During a recent invitation to Tain l’Hermitage, our Bordeaux correspondent Colin Hay tasted a historical vertical of Château La Lagune made by winemaker Caroline Frey. Here is his verdict. 

For an in-depth conversation with Frey, see here.

All the wines were tasted with winemaker Caroline Frey and commercial director at Jaboulet JeanLuc Chapel at Le Vineum in Tain L’Hermitage. The wines were served from bottle, having been opened an hour beforehand. They were tasted youngest to oldest and then compared.

  • La Lagune 2004 (55% Cabernet Sauvignon; 30% Merlot; 15% Petit Verdot; alcohol 13%). Caroline Frey’s first vintage at La Lagune. This has lovely, classic, cedary aromatics with plenty of secondary and tertiary elements; it has quite a vertical presentation on the nose. Plums and their sweet spices – cinnamon root and cracked black pepper. There is a pleasing oak spiciness too, with just the faintest hint of vanilla. Relatively under-developed in terms of colour evolution and quite dark and opaque at the core; but more evolved on the nose and this evolves further quite quickly with air. Herbal, earthy and Medocain in personality with a subtle gentle sweetness. Not the mid-palate concentration of other wines in the flight, but a nice trace of tannin and an elongated spine. Tender, chewy, crunchy and almost crumbly on the finish, the tannins not quite as refined as in more recent examples. A point and this will need drinking soon. There’s a touch of truffle and mushroom on the finish with more air. But nicely balanced. 91.


  • La Lagune 2005 (50% Cabernet Sauvignon; 35% Merlot; 10% Petit Verdot; alcohol 13.5%). A little more closed at first but with air, the classic Haut-Médoc cedar and graphite notes start to build in the glass. They are quite exquisite. There’s a trace of wood smoke and roasted coffee too. Compact, slightly austere and tender. Rolling, rippling, lithe and engaging on the palate. Freshly ground roasted coffee – or one’s nose in the coffee jar; a touch of dark chocolate; a hint of coconut. There’s a delightful little floral touch too – lilacs, perhaps. Good depth and concentration. Szechuan peppercorns. Pure and yet quite rich. Like the 2004 the tannins are just a little less refined than in more recent vintages. This has a chewy finish with nice grippy tannins and a broader finish in a way than the more focussed and precise style of later vintages. There is a lovely classicism to this. It needs an hour or two in a decanter. 93.

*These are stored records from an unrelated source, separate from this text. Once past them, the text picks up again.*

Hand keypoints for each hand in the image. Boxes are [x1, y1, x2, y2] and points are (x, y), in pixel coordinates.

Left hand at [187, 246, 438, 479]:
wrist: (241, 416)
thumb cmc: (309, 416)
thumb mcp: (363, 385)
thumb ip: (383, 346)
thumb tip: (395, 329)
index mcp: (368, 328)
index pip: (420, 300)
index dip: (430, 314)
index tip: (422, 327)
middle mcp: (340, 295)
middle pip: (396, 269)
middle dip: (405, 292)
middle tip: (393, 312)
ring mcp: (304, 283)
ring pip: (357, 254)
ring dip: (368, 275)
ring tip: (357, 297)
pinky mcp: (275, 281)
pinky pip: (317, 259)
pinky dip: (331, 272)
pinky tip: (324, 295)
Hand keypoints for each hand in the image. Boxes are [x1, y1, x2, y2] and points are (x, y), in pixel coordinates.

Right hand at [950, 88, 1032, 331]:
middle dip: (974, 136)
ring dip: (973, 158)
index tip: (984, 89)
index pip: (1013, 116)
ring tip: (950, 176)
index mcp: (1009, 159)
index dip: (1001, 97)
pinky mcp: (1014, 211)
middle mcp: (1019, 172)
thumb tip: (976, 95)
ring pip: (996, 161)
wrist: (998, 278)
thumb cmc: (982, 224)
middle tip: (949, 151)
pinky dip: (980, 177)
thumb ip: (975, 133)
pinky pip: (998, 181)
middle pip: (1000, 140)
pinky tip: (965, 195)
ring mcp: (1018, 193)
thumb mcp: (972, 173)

  • La Lagune 2006 (55% Cabernet Sauvignon; 35% Merlot; 10% Petit Verdot; alcohol 13.5%). Rich. More ferrous, more feral, more funky – and very 2006 with it. This is quite animal, gamey and richly textured. The oak notes are just a little prominent; there is the same touch of coconut as the 2005. On the palate, this is less austere and quite open-textured. Soft in the mid-palate, quite rich and broad-shouldered, less chiselled. The tannins are a little grippy on the finish, with just a hint of dryness. Spicy, peppery, mineral-rich and with a very broad if slightly rustic finish – the rusty gate iron oxide note quite present with even gentle aeration. Very much in the style of the vintage. 91.

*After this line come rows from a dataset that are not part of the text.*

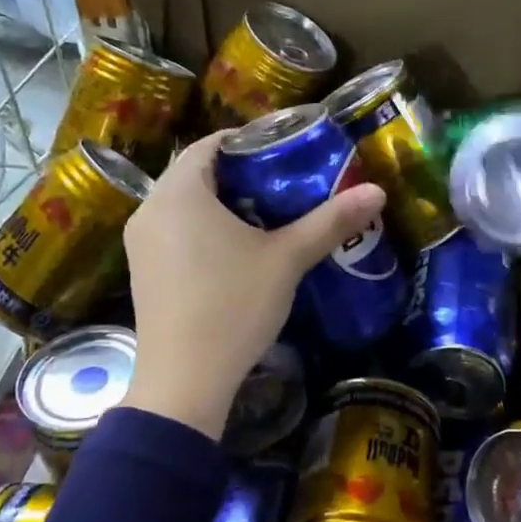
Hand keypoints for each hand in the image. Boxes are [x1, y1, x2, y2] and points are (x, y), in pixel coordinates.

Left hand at [120, 132, 385, 437]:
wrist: (184, 380)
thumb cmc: (233, 306)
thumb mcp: (287, 259)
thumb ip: (330, 222)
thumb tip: (378, 192)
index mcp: (179, 191)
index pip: (211, 143)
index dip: (250, 141)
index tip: (287, 151)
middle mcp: (151, 208)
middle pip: (198, 173)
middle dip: (242, 175)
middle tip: (287, 184)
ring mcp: (141, 243)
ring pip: (185, 205)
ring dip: (223, 204)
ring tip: (269, 216)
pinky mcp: (143, 272)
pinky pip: (175, 232)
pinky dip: (204, 229)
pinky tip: (237, 252)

  • La Lagune 2007 (60% Cabernet Sauvignon; 30% Merlot; 10% Petit Verdot; alcohol 13%). This is very different and, again, very expressive of the vintage. Pretty, bright, floral – with lilacs and peonies – and black chocolate ganache. This is more lifted, lighter and altogether more elegant. In short, very different from the two preceding vintages and very characteristic of the vintage. In the mouth this is lithe and sinuous, luminous even with a lovely whetstone cool minerality. There’s a lot less depth and concentration here but a subtle shimmering elegance. The wine broadens towards the finish, with a bit of a peacock’s fantail. The tannins are slightly dry towards the vanishing point but this is a good success in the context of the vintage. 91.

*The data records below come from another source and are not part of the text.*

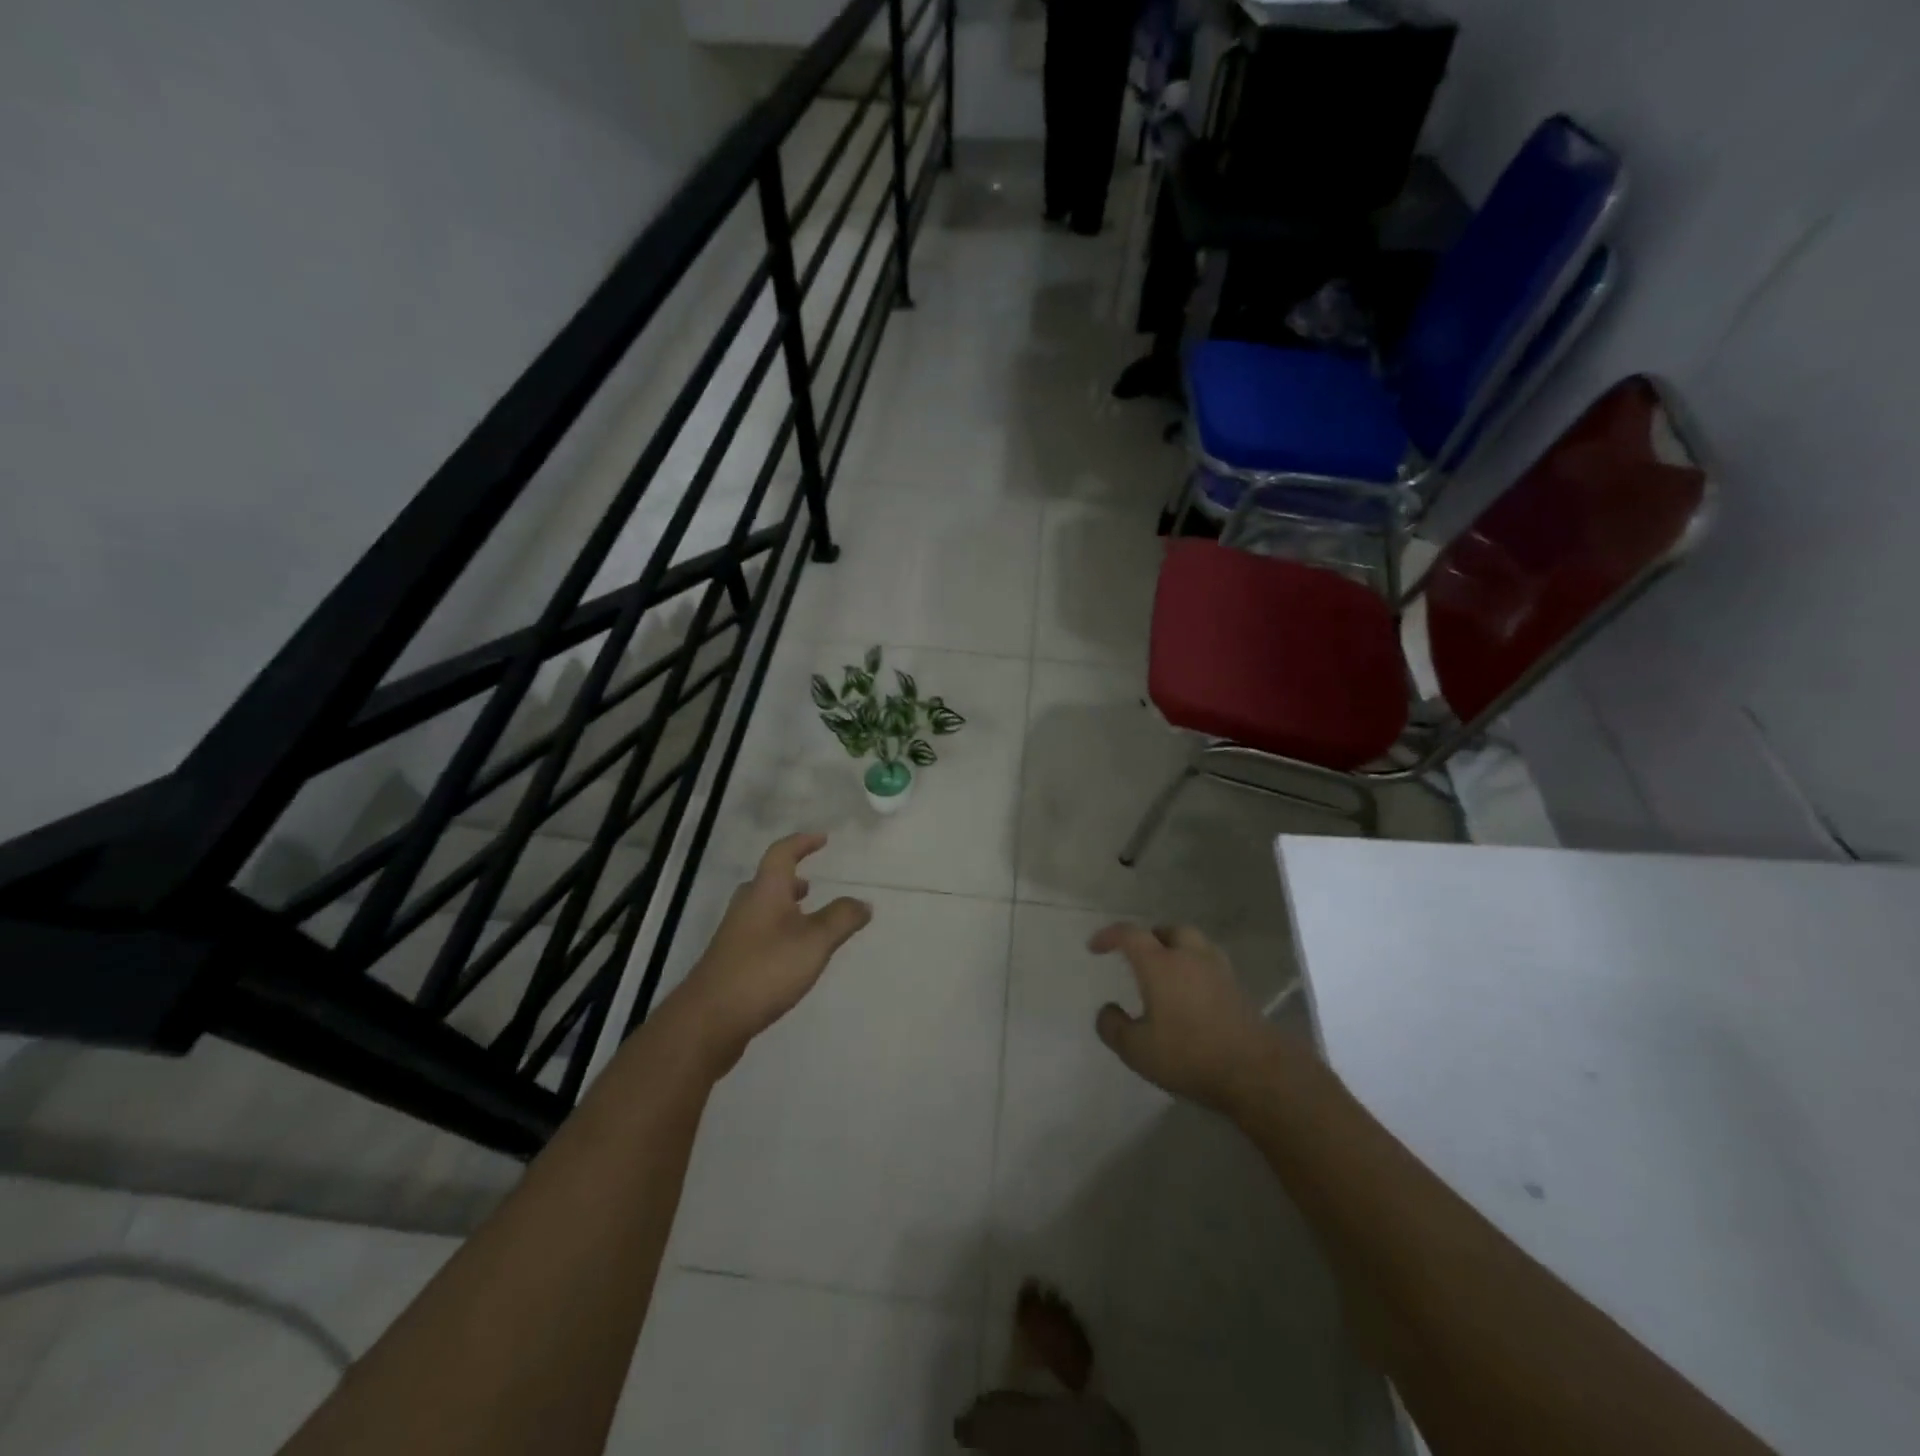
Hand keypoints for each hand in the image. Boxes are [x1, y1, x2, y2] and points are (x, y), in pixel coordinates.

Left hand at [664, 833, 871, 1073]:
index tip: (822, 839)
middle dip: (790, 879)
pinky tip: (790, 955)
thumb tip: (863, 902)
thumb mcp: (815, 942)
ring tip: (805, 918)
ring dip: (784, 907)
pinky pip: (758, 934)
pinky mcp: (730, 962)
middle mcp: (746, 907)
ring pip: (761, 909)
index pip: (782, 854)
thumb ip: (841, 919)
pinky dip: (777, 931)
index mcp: (765, 892)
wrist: (710, 1018)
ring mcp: (734, 935)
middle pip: (767, 882)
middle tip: (811, 885)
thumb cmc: (765, 969)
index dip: (802, 843)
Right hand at [1088, 923, 1288, 1111]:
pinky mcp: (1239, 989)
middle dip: (1150, 937)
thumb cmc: (1189, 1055)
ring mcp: (1219, 971)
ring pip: (1195, 944)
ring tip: (1167, 971)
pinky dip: (1196, 969)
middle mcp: (1190, 957)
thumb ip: (1113, 1027)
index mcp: (1160, 964)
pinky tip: (1193, 994)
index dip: (1109, 935)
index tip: (1095, 947)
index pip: (1130, 935)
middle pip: (1169, 931)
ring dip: (1177, 949)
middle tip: (1138, 955)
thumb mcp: (1137, 1050)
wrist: (1256, 1071)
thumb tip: (1107, 1010)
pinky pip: (1211, 965)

  • La Lagune 2008 (60% Cabernet Sauvignon; 25% Merlot; 15% Petit Verdot; alcohol 13%). The highest proportion of Cabernet so far in the flight and very much a Cabernet-dominated wine – all cassis and blackberry. This is purer in style and the oak is less present and better incorporated. This has a lovely very dark fruit profile – brambles and damsons. Intense, earthy with blue and black berry and stone fruit in the mid-palate, quite herbal too. Cedar, graphite and the signature stony minerality, accentuated rather than dominated by the oak notes. This is also more austere and compact, a little more serious but with some of the natural sweetness of the vintage. I find lovely lilac and lavender notes. Coffee grains from the cafetière too. More focussed on the finish, classic and less oaky. A subtle change in style here. 92.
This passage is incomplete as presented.